2018年1月2日(火)19:00
新春アニメプロデューサー放談(2)KADOKAWA田村淳一郎氏 「お色気ものは、年1本ぐらい作っていこうと思っています」 (2)
――個人的に気になっていることで恐縮なのですが、KADOKAWAさんのラインナップのなかには、「紳士枠」と言われるお色気ものが定期的に入っていますよね。
田村:はい(笑)。
――「魔装学園H×H」などでは、テレビでは作ったままを映すことができないことを逆手にとった工夫をされていて、そういうことに熱心なプロデューサーの方がいるのかなと思っていました。
田村:自分のなかで、ああいったお色気ものは定期的にやっていこうっていうのが比較的ありまして(笑)。さきほど映像ソフトが売れないという話がありましたが、この手の作品はわりと健闘するジャンルでもあるんですよね。海外にたいしても、「ちょっと過激だしどうかな」と思っても、意外といい評価をいただけることが多い。
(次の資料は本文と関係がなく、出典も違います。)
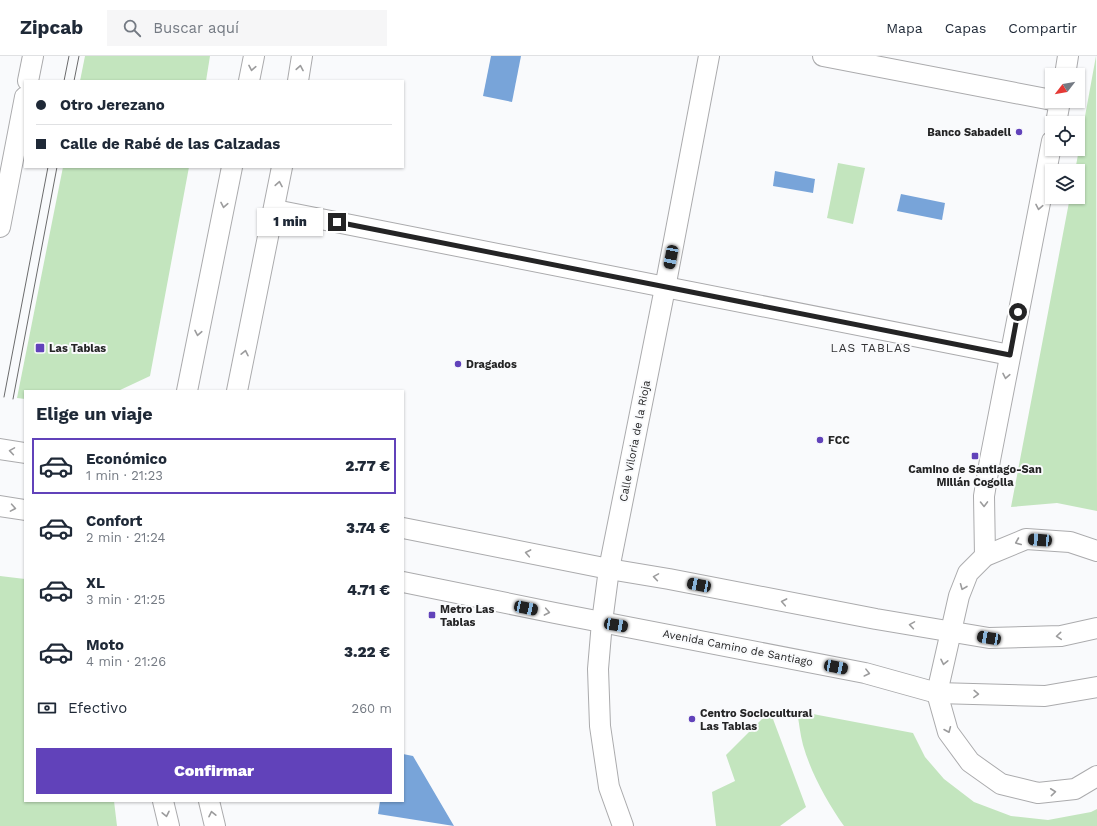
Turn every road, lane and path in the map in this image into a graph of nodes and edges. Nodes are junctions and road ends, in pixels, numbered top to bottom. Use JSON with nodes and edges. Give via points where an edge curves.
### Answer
{"nodes":[{"id":1,"x":33,"y":56,"type":"edge"},
{"id":2,"x":254,"y":56,"type":"edge"},
{"id":3,"x":302,"y":56,"type":"edge"},
{"id":4,"x":709,"y":56,"type":"edge"},
{"id":5,"x":823,"y":56,"type":"edge"},
{"id":6,"x":1068,"y":56,"type":"edge"},
{"id":7,"x":1066,"y":68,"type":"edge"},
{"id":8,"x":28,"y":80,"type":"edge"},
{"id":9,"x":249,"y":80,"type":"edge"},
{"id":10,"x":298,"y":80,"type":"edge"},
{"id":11,"x":1045,"y":99,"type":"edge"},
{"id":12,"x":24,"y":100,"type":"edge"},
{"id":13,"x":1049,"y":156,"type":"edge"},
{"id":14,"x":6,"y":161,"type":"edge"},
{"id":15,"x":232,"y":168,"type":"edge"},
{"id":16,"x":282,"y":168,"type":"edge"},
{"id":17,"x":275,"y":210,"type":"junction"},
{"id":18,"x":0,"y":227,"type":"edge"},
{"id":19,"x":665,"y":288,"type":"junction"},
{"id":20,"x":1010,"y":355,"type":"junction"},
{"id":21,"x":187,"y":390,"type":"edge"},
{"id":22,"x":237,"y":390,"type":"edge"},
{"id":23,"x":0,"y":449,"type":"edge"},
{"id":24,"x":24,"y":453,"type":"edge"},
{"id":25,"x":0,"y":506,"type":"edge"},
{"id":26,"x":24,"y":510,"type":"edge"},
{"id":27,"x":404,"y":528,"type":"edge"},
{"id":28,"x":1097,"y":551,"type":"edge"},
{"id":29,"x":985,"y":556,"type":"junction"},
{"id":30,"x":609,"y":570,"type":"junction"},
{"id":31,"x":404,"y":582,"type":"edge"},
{"id":32,"x":602,"y":622,"type":"junction"},
{"id":33,"x":1097,"y":628,"type":"edge"},
{"id":34,"x":950,"y":631,"type":"junction"},
{"id":35,"x":1097,"y":687,"type":"edge"},
{"id":36,"x":937,"y":693,"type":"junction"},
{"id":37,"x":1097,"y":776,"type":"edge"},
{"id":38,"x":163,"y":802,"type":"edge"},
{"id":39,"x":209,"y":802,"type":"edge"},
{"id":40,"x":169,"y":826,"type":"edge"},
{"id":41,"x":214,"y":826,"type":"edge"},
{"id":42,"x":623,"y":826,"type":"edge"}],
"edges":[{"from":1,"to":8,"type":"street"},
{"from":2,"to":9,"type":"street","one_way":true},
{"from":10,"to":3,"type":"street","one_way":true},
{"from":4,"to":19,"type":"street","name":"Calle Viloria de la Rioja"},
{"from":5,"to":11,"type":"street"},
{"from":6,"to":7,"type":"street"},
{"from":12,"to":14,"type":"street"},
{"from":13,"to":20,"type":"street","one_way":true},
{"from":14,"to":18,"type":"street"},
{"from":15,"to":21,"type":"street","one_way":true},
{"from":17,"to":16,"type":"street","one_way":true},
{"from":17,"to":19,"type":"street"},
{"from":22,"to":17,"type":"street","one_way":true},
{"from":19,"to":20,"type":"street"},
{"from":19,"to":30,"type":"street","name":"Calle Viloria de la Rioja"},
{"from":20,"to":29,"type":"street","one_way":true,"via":[[984,496]]},
{"from":24,"to":23,"type":"street","one_way":true},
{"from":25,"to":26,"type":"street","one_way":true},
{"from":30,"to":27,"type":"street","one_way":true},
{"from":28,"to":29,"type":"street","one_way":true,"via":[[1070,542],[1026,539]]},
{"from":29,"to":34,"type":"street","one_way":true,"via":[[968,573]]},
{"from":30,"to":32,"type":"street","name":"Calle Viloria de la Rioja"},
{"from":34,"to":30,"type":"street","one_way":true},
{"from":31,"to":32,"type":"street","name":"Avenida Camino de Santiago","one_way":true},
{"from":32,"to":36,"type":"street","name":"Avenida Camino de Santiago","one_way":true,"via":[[865,673]]},
{"from":32,"to":42,"type":"street","name":"Calle Viloria de la Rioja","via":[[598,669],[600,726],[609,787]]},
{"from":33,"to":34,"type":"street","one_way":true,"via":[[1061,636],[989,638]]},
{"from":34,"to":36,"type":"street","one_way":true},
{"from":36,"to":35,"type":"street","name":"Avenida Camino de Santiago","one_way":true,"via":[[1045,696]]},
{"from":36,"to":37,"type":"street","one_way":true,"via":[[948,732],[970,762],[1001,784],[1038,793],[1075,789]]},
{"from":38,"to":40,"type":"street","one_way":true},
{"from":41,"to":39,"type":"street","one_way":true}]}
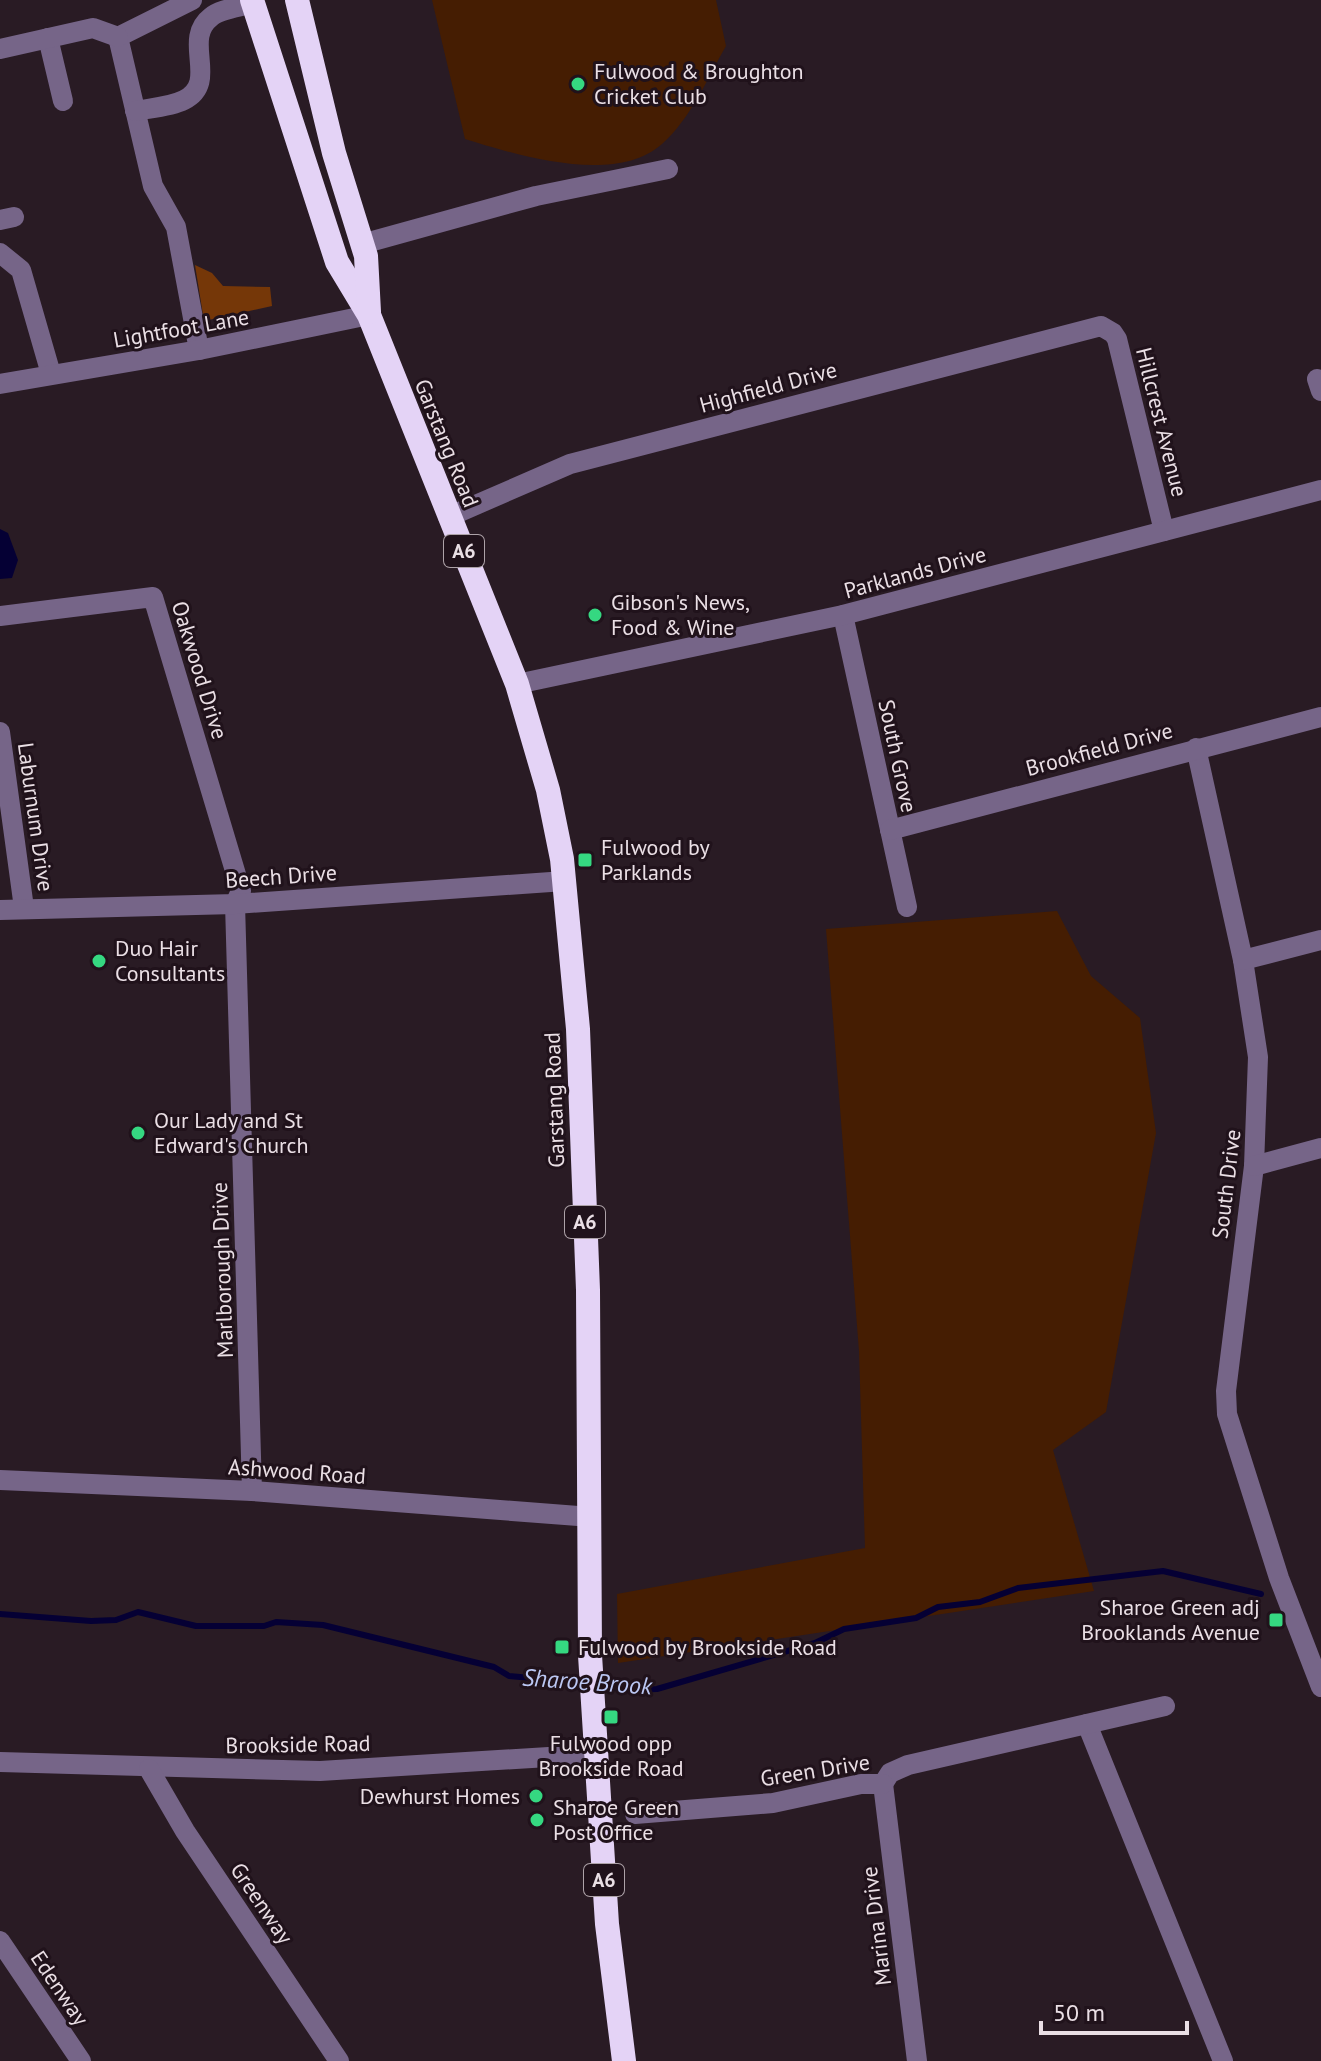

「なろう」的な冒険ものや、SFっぽいものなど、いろいろな路線があるなかのひとつとして、お色気ものもジャンルとして期待されている方がいらっしゃるので、年に1本ぐらいは作っていこうというところで、やらせていただいています。
――「これぞアニメ」といいますか、日本のアニメならではの表現のひとつだと思います。
田村:そうですよね。今の実写では過激すぎて実現できないような企画を、見せ方をふくめ、監督と話しあいながら作っています。「魔装学園H×H」などは、ギリギリどこまでいけるのかというのもテーマのひとつでしたので、画面にロボットの手をだしたり、歯車を入れたり、いろいろと話し合いながら作っていきました(笑)。
――ご自身の作品からはなれて、他社さんの作品やトピックなどで17年に印象的だったものはありましたか。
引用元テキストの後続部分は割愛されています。